• **WORK INSTRUCTIONS**:
Copy each record below faithfully, leaving out images.

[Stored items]
========================================

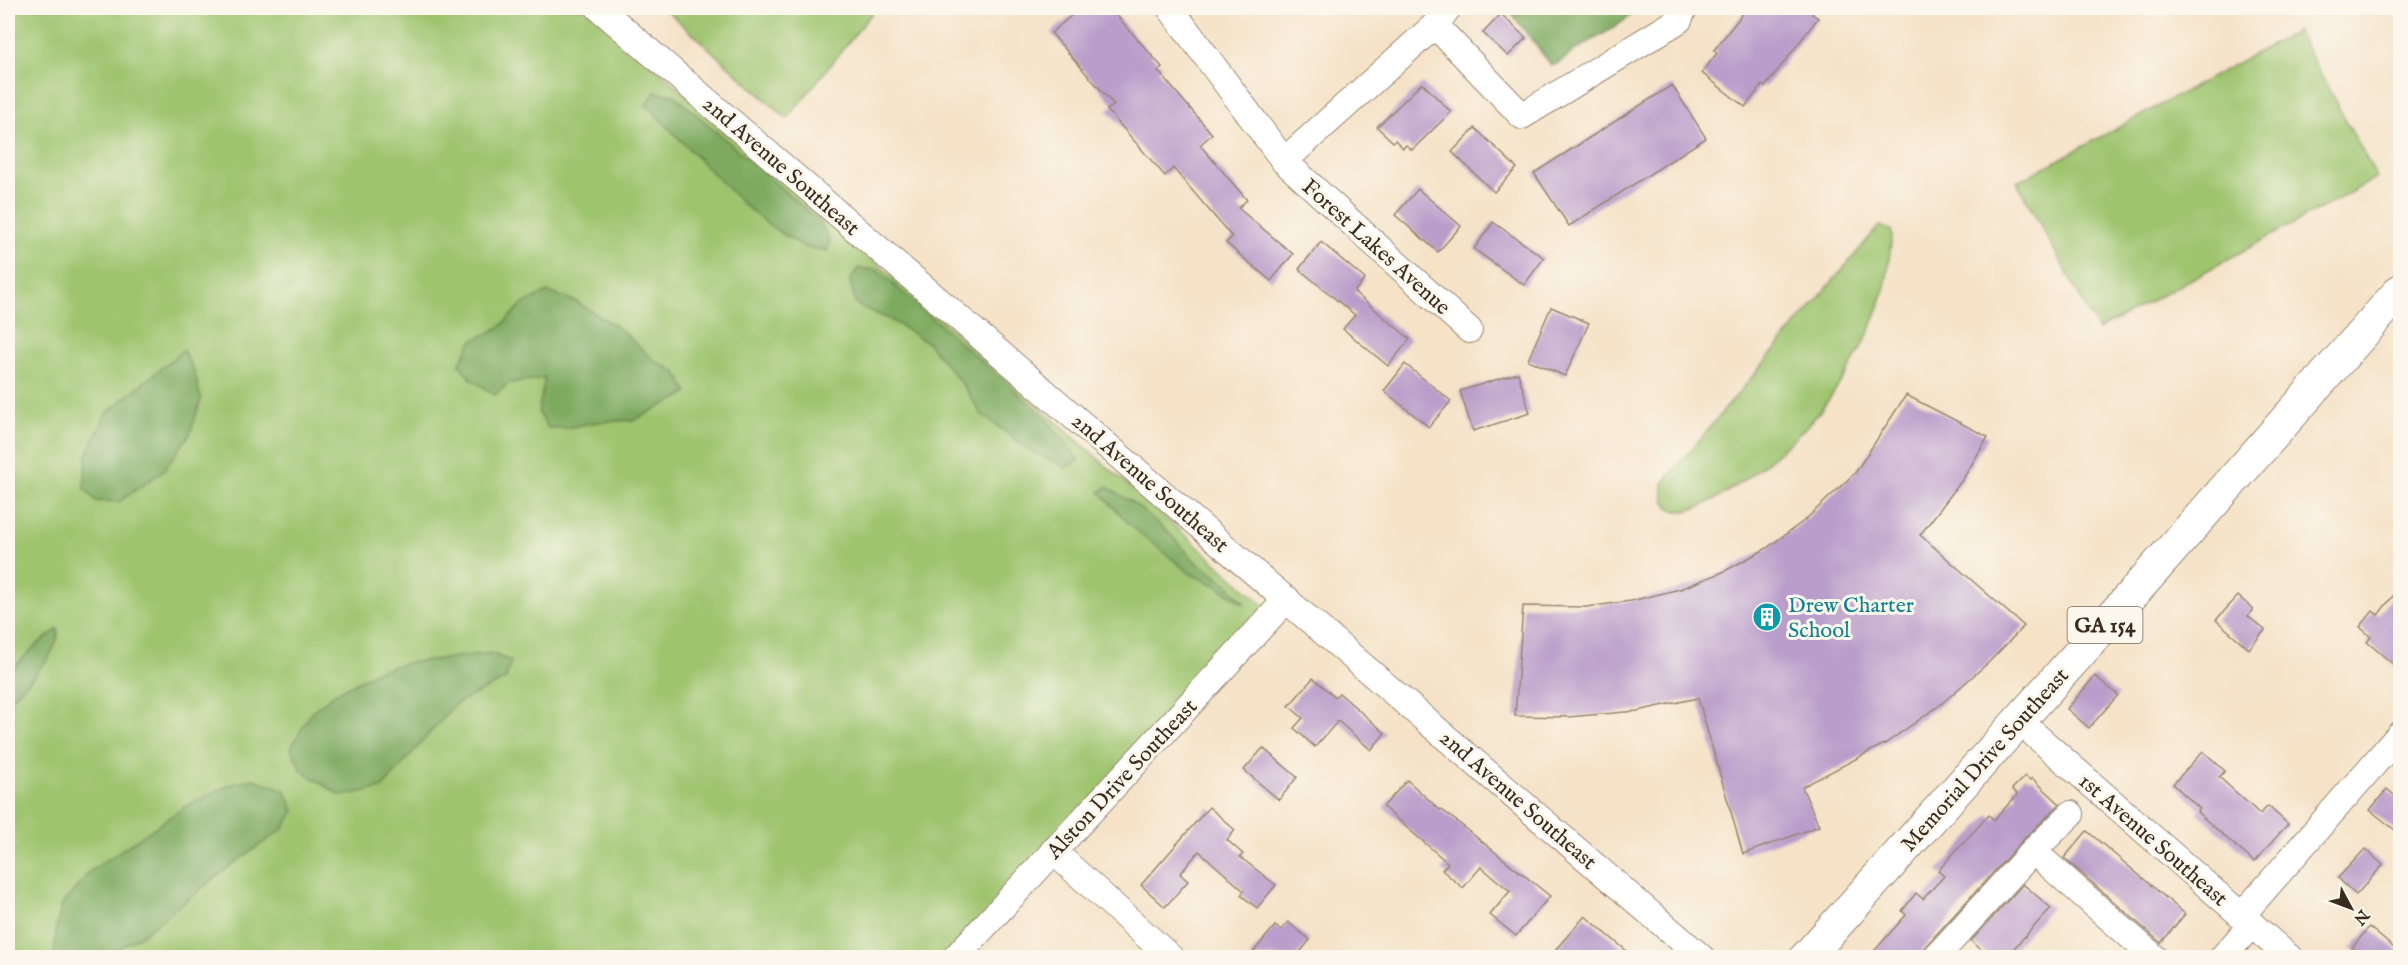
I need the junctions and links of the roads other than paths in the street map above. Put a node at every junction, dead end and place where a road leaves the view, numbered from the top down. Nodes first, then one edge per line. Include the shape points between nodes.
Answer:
1 (599, 8) edge
2 (1170, 8) edge
3 (1684, 8) edge
4 (1442, 16) edge
5 (1284, 161) junction
6 (2400, 291) edge
7 (1469, 330) dead end
8 (1287, 599) junction
9 (2018, 720) junction
10 (2400, 734) edge
11 (2071, 814) dead end
12 (2033, 850) junction
13 (1053, 851) junction
14 (2247, 920) junction
15 (955, 957) edge
16 (1171, 957) edge
17 (1702, 957) edge
18 (1806, 957) edge
19 (1935, 957) edge
20 (2155, 957) edge
21 (2222, 957) edge
22 (2290, 957) edge

1 - 8 street, 2nd Avenue Southeast
2 - 5 street, Forest Lakes Avenue
3 - 4 street, Forest Lakes Avenue via 1678,20 1522,116
4 - 5 street, Forest Lakes Avenue
5 - 7 street, Forest Lakes Avenue
6 - 9 main road, Memorial Drive Southeast / GA 154
8 - 13 street, Alston Drive Southeast
8 - 17 street, 2nd Avenue Southeast
9 - 14 street, 1st Avenue Southeast
9 - 18 main road, Memorial Drive Southeast / GA 154
10 - 14 street
11 - 12 street
12 - 19 street
12 - 20 street
13 - 15 street, Alston Drive Southeast
13 - 16 street
14 - 21 street
14 - 22 street, 1st Avenue Southeast

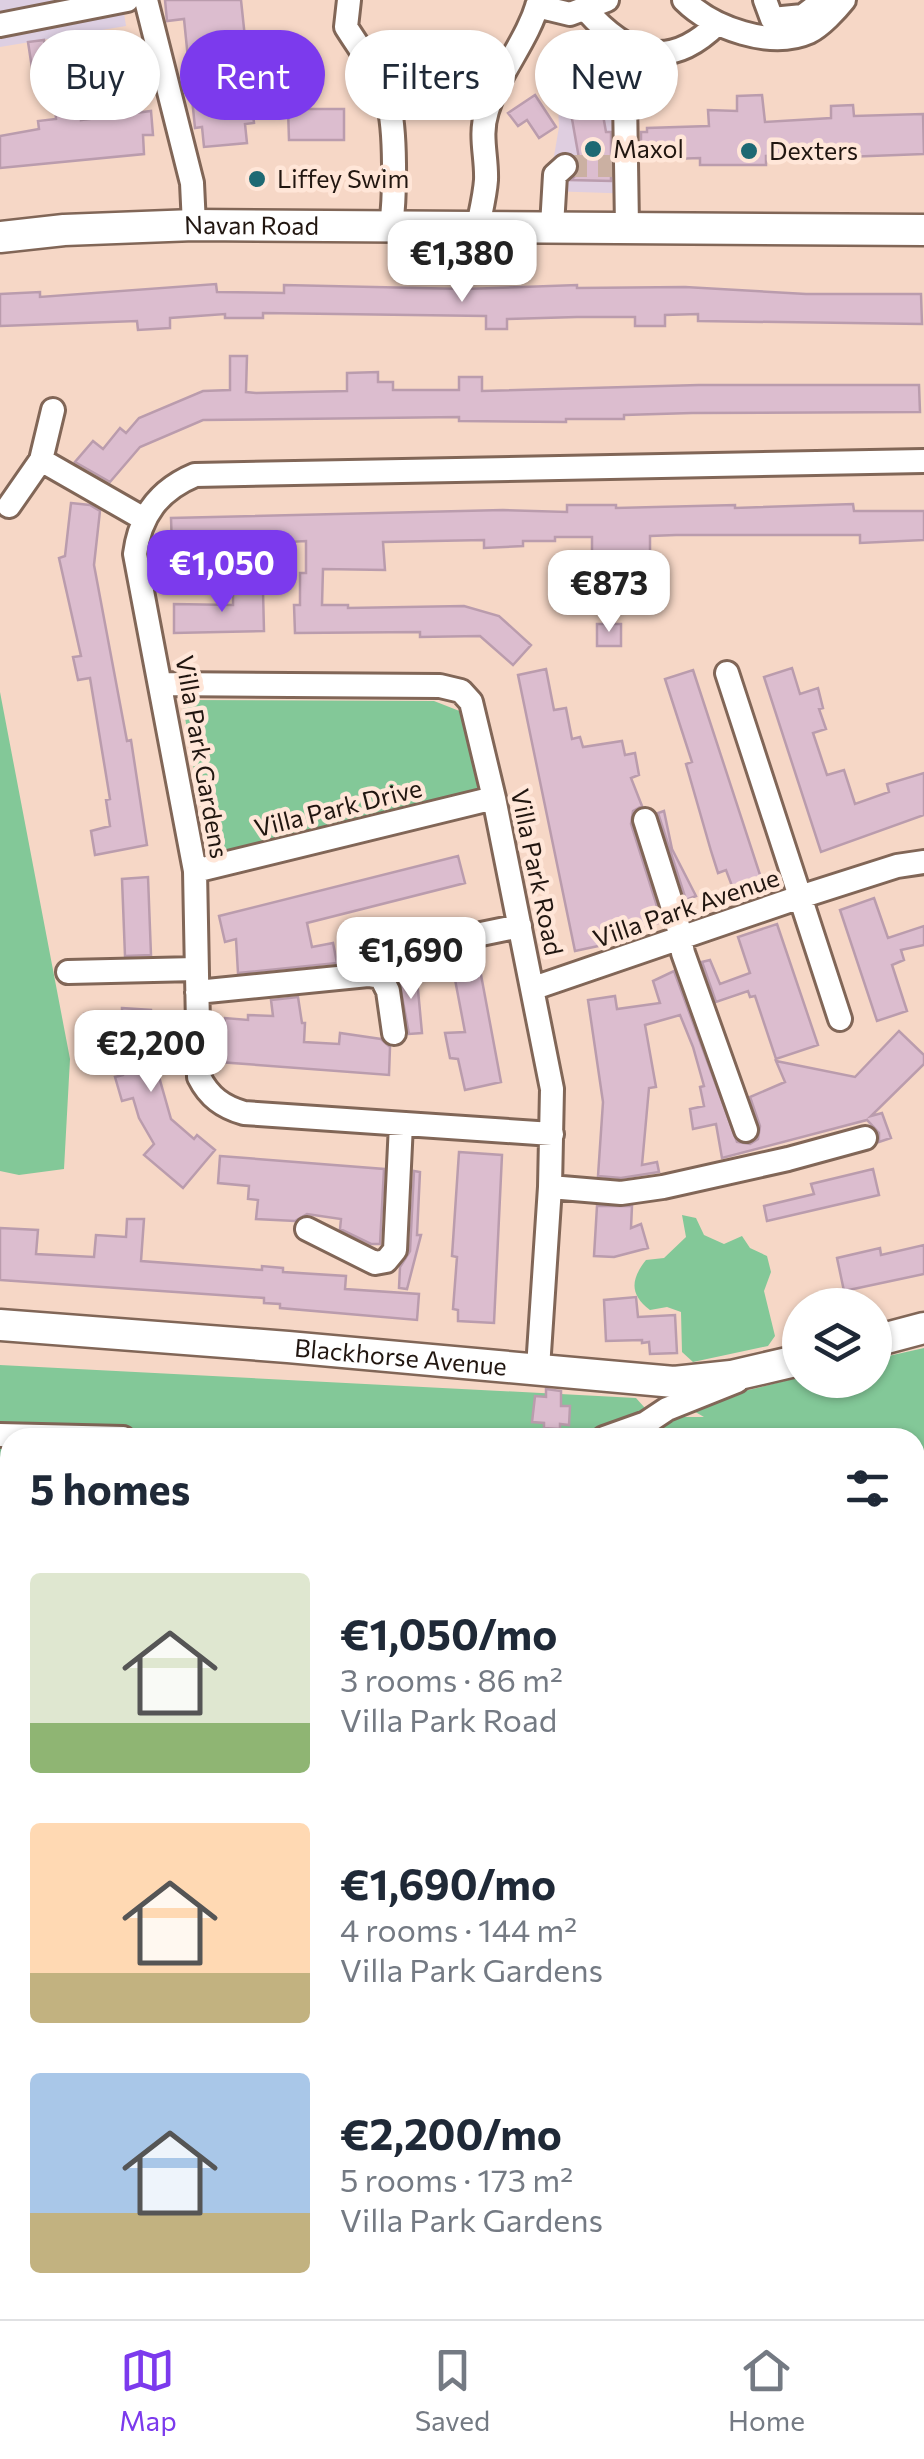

========================================

• **OUTPUT**:
I need the junctions and links of the roads other than paths in the street map above. Put a node at every junction, dead end and place where a road leaves the view, numbered from the top down. Nodes first, then one edge per line. Include the shape points between nodes.
Answer:
1 (599, 8) edge
2 (1170, 8) edge
3 (1684, 8) edge
4 (1442, 16) edge
5 (1284, 161) junction
6 (2400, 291) edge
7 (1469, 330) dead end
8 (1287, 599) junction
9 (2018, 720) junction
10 (2400, 734) edge
11 (2071, 814) dead end
12 (2033, 850) junction
13 (1053, 851) junction
14 (2247, 920) junction
15 (955, 957) edge
16 (1171, 957) edge
17 (1702, 957) edge
18 (1806, 957) edge
19 (1935, 957) edge
20 (2155, 957) edge
21 (2222, 957) edge
22 (2290, 957) edge

1 - 8 street, 2nd Avenue Southeast
2 - 5 street, Forest Lakes Avenue
3 - 4 street, Forest Lakes Avenue via 1678,20 1522,116
4 - 5 street, Forest Lakes Avenue
5 - 7 street, Forest Lakes Avenue
6 - 9 main road, Memorial Drive Southeast / GA 154
8 - 13 street, Alston Drive Southeast
8 - 17 street, 2nd Avenue Southeast
9 - 14 street, 1st Avenue Southeast
9 - 18 main road, Memorial Drive Southeast / GA 154
10 - 14 street
11 - 12 street
12 - 19 street
12 - 20 street
13 - 15 street, Alston Drive Southeast
13 - 16 street
14 - 21 street
14 - 22 street, 1st Avenue Southeast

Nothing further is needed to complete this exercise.